WHAT THIS TASK INVOLVES:
Reproduce the data that follows in its entirety, character for character.

Entries taken from a collection:

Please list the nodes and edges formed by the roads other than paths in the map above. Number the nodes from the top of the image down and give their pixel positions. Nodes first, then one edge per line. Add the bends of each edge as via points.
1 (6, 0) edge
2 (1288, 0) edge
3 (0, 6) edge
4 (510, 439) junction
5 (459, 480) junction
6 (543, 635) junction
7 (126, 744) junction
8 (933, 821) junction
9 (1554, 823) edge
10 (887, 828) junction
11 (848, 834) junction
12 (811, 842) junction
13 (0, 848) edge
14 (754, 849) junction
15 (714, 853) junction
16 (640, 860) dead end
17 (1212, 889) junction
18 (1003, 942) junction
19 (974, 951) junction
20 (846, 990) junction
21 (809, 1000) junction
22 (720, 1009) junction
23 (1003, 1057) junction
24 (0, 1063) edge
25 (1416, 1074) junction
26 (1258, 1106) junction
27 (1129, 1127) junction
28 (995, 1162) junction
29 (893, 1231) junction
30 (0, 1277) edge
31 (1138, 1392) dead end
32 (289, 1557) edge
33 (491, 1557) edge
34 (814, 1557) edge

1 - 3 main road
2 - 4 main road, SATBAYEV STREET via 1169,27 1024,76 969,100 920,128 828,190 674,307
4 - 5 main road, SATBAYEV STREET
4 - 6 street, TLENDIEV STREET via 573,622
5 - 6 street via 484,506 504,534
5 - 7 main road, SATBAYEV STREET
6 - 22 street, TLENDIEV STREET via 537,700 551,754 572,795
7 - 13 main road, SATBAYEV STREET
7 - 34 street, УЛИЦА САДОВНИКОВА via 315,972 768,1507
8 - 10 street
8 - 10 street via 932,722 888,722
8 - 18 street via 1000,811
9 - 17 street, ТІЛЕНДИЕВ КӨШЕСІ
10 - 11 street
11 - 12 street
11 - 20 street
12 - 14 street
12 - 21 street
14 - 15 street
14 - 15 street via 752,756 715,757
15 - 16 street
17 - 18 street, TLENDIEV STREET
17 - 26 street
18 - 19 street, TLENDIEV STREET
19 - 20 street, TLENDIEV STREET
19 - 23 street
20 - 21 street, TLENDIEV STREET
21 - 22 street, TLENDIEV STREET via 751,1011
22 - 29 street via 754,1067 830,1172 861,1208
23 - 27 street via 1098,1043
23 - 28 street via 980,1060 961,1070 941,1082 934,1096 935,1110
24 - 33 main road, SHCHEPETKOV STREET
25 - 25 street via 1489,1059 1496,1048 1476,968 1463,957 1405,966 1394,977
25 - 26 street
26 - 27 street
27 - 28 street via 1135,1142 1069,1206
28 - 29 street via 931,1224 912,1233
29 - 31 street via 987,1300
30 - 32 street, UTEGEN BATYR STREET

ANSWER TO THE PROBLEM:
Please list the nodes and edges formed by the roads other than paths in the map above. Number the nodes from the top of the image down and give their pixel positions. Nodes first, then one edge per line. Add the bends of each edge as via points.
1 (6, 0) edge
2 (1288, 0) edge
3 (0, 6) edge
4 (510, 439) junction
5 (459, 480) junction
6 (543, 635) junction
7 (126, 744) junction
8 (933, 821) junction
9 (1554, 823) edge
10 (887, 828) junction
11 (848, 834) junction
12 (811, 842) junction
13 (0, 848) edge
14 (754, 849) junction
15 (714, 853) junction
16 (640, 860) dead end
17 (1212, 889) junction
18 (1003, 942) junction
19 (974, 951) junction
20 (846, 990) junction
21 (809, 1000) junction
22 (720, 1009) junction
23 (1003, 1057) junction
24 (0, 1063) edge
25 (1416, 1074) junction
26 (1258, 1106) junction
27 (1129, 1127) junction
28 (995, 1162) junction
29 (893, 1231) junction
30 (0, 1277) edge
31 (1138, 1392) dead end
32 (289, 1557) edge
33 (491, 1557) edge
34 (814, 1557) edge

1 - 3 main road
2 - 4 main road, SATBAYEV STREET via 1169,27 1024,76 969,100 920,128 828,190 674,307
4 - 5 main road, SATBAYEV STREET
4 - 6 street, TLENDIEV STREET via 573,622
5 - 6 street via 484,506 504,534
5 - 7 main road, SATBAYEV STREET
6 - 22 street, TLENDIEV STREET via 537,700 551,754 572,795
7 - 13 main road, SATBAYEV STREET
7 - 34 street, УЛИЦА САДОВНИКОВА via 315,972 768,1507
8 - 10 street
8 - 10 street via 932,722 888,722
8 - 18 street via 1000,811
9 - 17 street, ТІЛЕНДИЕВ КӨШЕСІ
10 - 11 street
11 - 12 street
11 - 20 street
12 - 14 street
12 - 21 street
14 - 15 street
14 - 15 street via 752,756 715,757
15 - 16 street
17 - 18 street, TLENDIEV STREET
17 - 26 street
18 - 19 street, TLENDIEV STREET
19 - 20 street, TLENDIEV STREET
19 - 23 street
20 - 21 street, TLENDIEV STREET
21 - 22 street, TLENDIEV STREET via 751,1011
22 - 29 street via 754,1067 830,1172 861,1208
23 - 27 street via 1098,1043
23 - 28 street via 980,1060 961,1070 941,1082 934,1096 935,1110
24 - 33 main road, SHCHEPETKOV STREET
25 - 25 street via 1489,1059 1496,1048 1476,968 1463,957 1405,966 1394,977
25 - 26 street
26 - 27 street
27 - 28 street via 1135,1142 1069,1206
28 - 29 street via 931,1224 912,1233
29 - 31 street via 987,1300
30 - 32 street, UTEGEN BATYR STREET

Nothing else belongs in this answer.